[Data items]
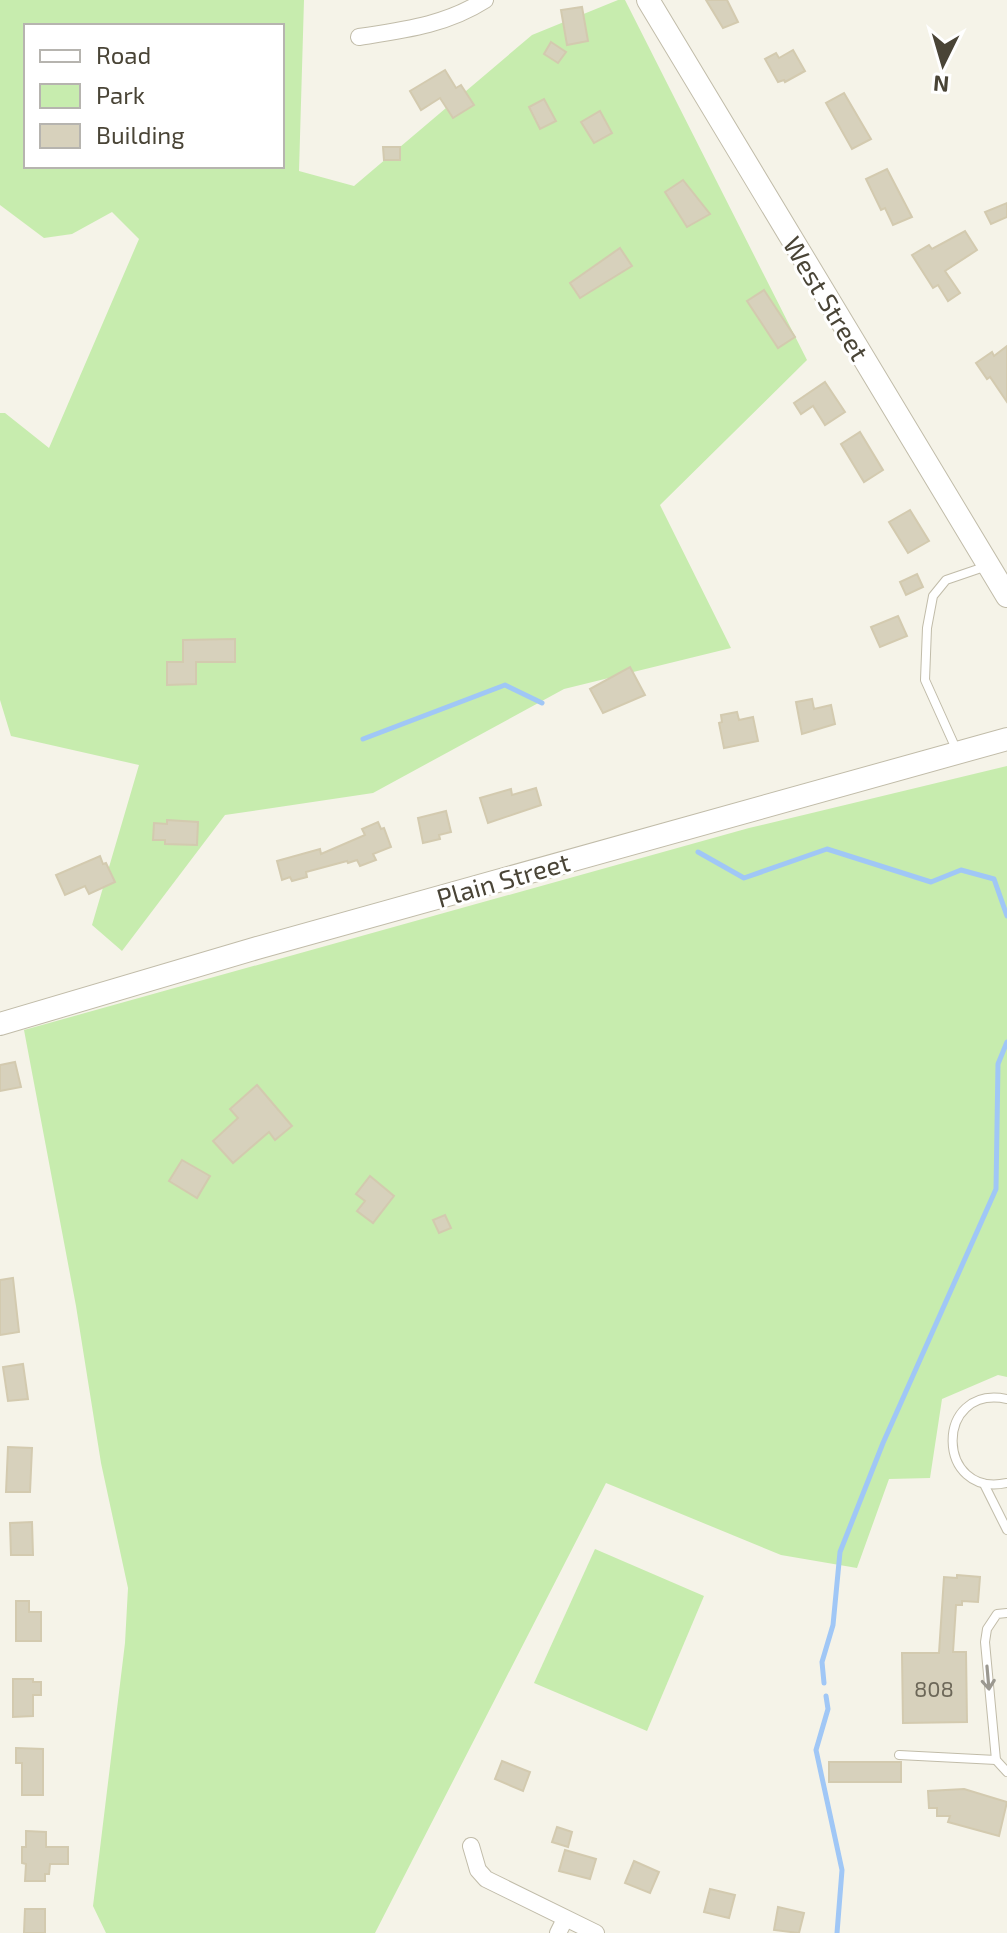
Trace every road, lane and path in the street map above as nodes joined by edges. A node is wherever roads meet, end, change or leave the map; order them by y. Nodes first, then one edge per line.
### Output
1 (485, 0) edge
2 (648, 0) edge
3 (359, 37) dead end
4 (988, 565) junction
5 (1007, 596) edge
6 (1007, 739) edge
7 (959, 754) junction
8 (0, 1024) edge
9 (1007, 1399) edge
10 (1007, 1483) edge
11 (984, 1484) junction
12 (1007, 1530) edge
13 (1007, 1613) edge
14 (899, 1755) dead end
15 (996, 1760) junction
16 (1007, 1772) edge
17 (471, 1846) dead end
18 (562, 1926) edge
19 (596, 1933) edge

1 - 3 street
2 - 4 street, West Street
4 - 5 street, West Street
4 - 7 lane
6 - 7 street, Plain Street
7 - 8 street, Plain Street
9 - 11 lane
10 - 11 lane
11 - 12 lane
13 -> 15 lane
14 - 15 lane
15 - 16 lane
17 - 18 street
18 - 19 street

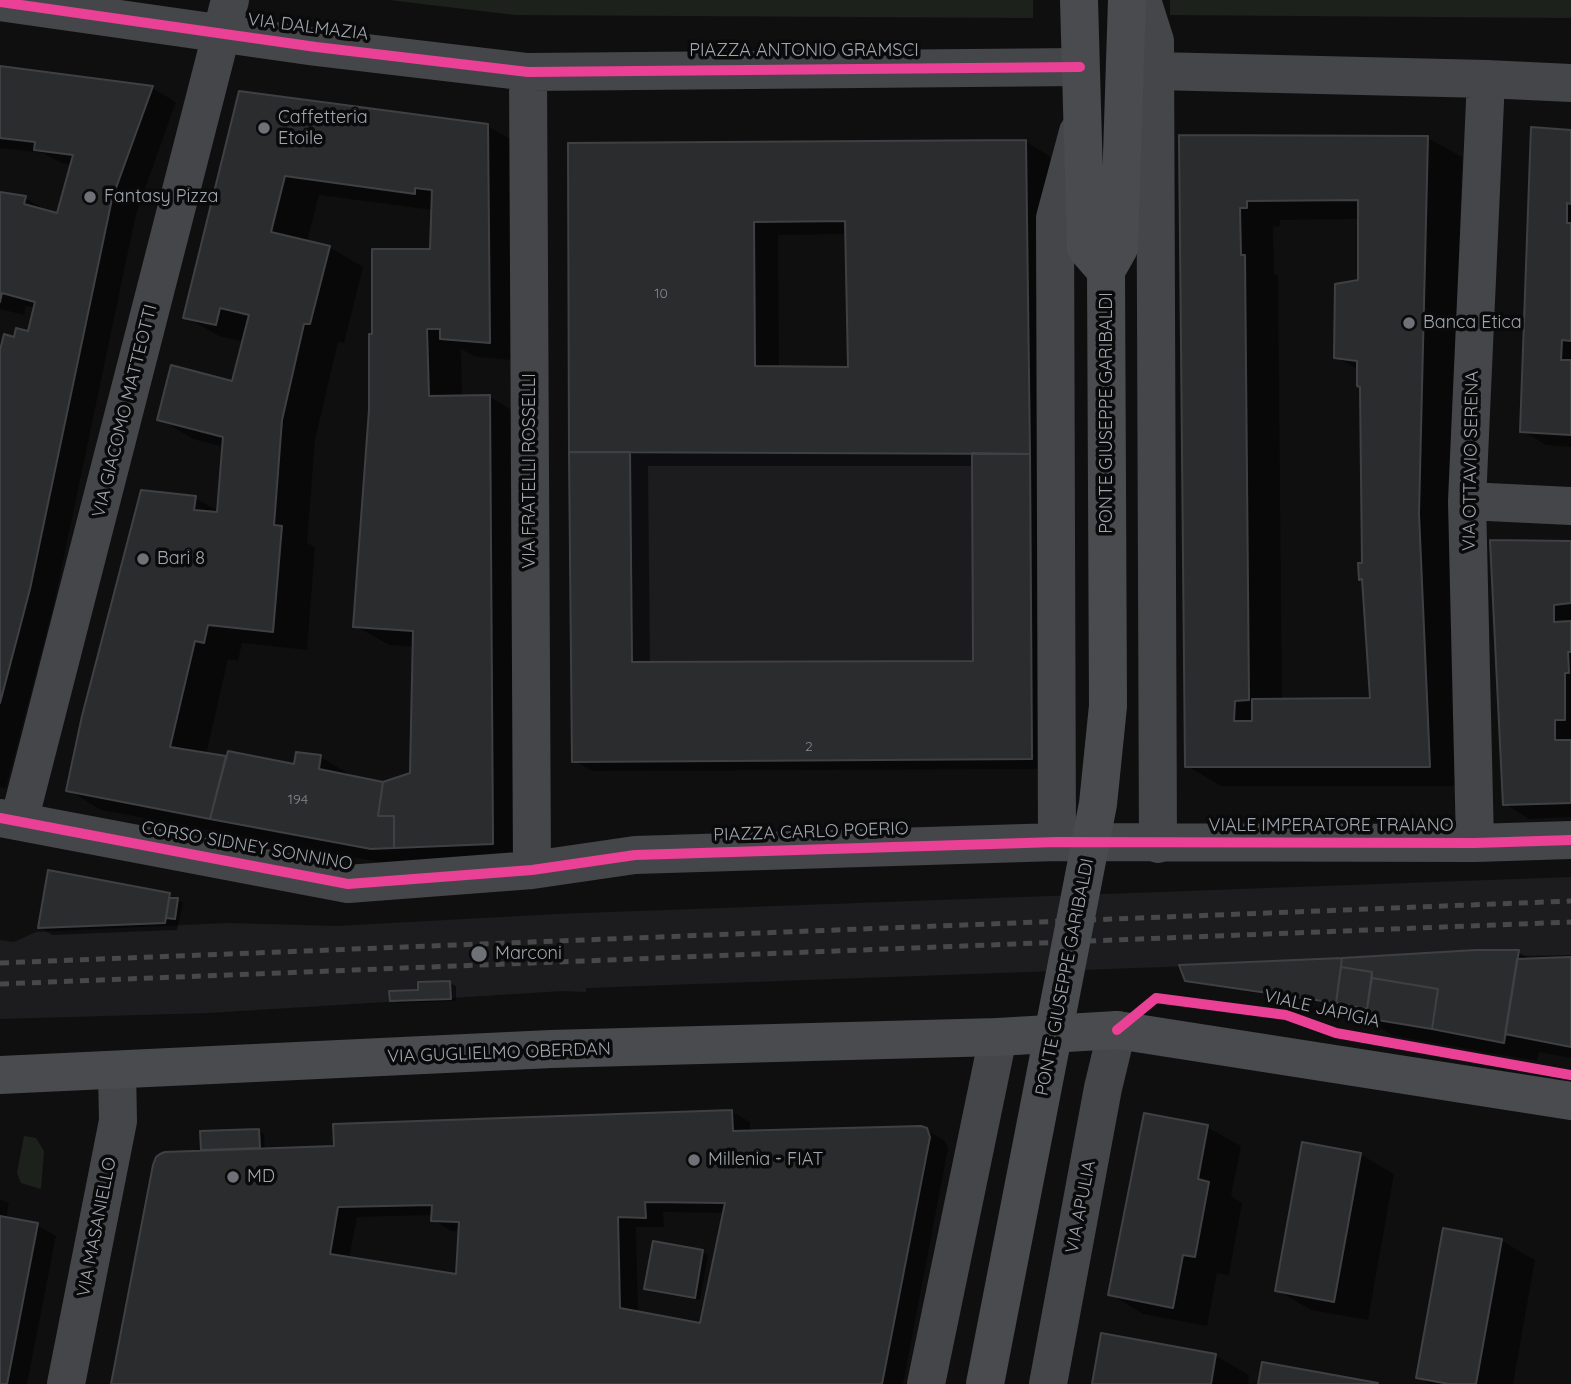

Your task =
Exact repetition of the data is needed, with no images retained.

Response below =
Trace every road, lane and path in the street map above as nodes joined by edges. A node is wherever roads meet, end, change or leave the map; order them by y. Nodes first, then one edge per line.
### Output
1 (485, 0) edge
2 (648, 0) edge
3 (359, 37) dead end
4 (988, 565) junction
5 (1007, 596) edge
6 (1007, 739) edge
7 (959, 754) junction
8 (0, 1024) edge
9 (1007, 1399) edge
10 (1007, 1483) edge
11 (984, 1484) junction
12 (1007, 1530) edge
13 (1007, 1613) edge
14 (899, 1755) dead end
15 (996, 1760) junction
16 (1007, 1772) edge
17 (471, 1846) dead end
18 (562, 1926) edge
19 (596, 1933) edge

1 - 3 street
2 - 4 street, West Street
4 - 5 street, West Street
4 - 7 lane
6 - 7 street, Plain Street
7 - 8 street, Plain Street
9 - 11 lane
10 - 11 lane
11 - 12 lane
13 -> 15 lane
14 - 15 lane
15 - 16 lane
17 - 18 street
18 - 19 street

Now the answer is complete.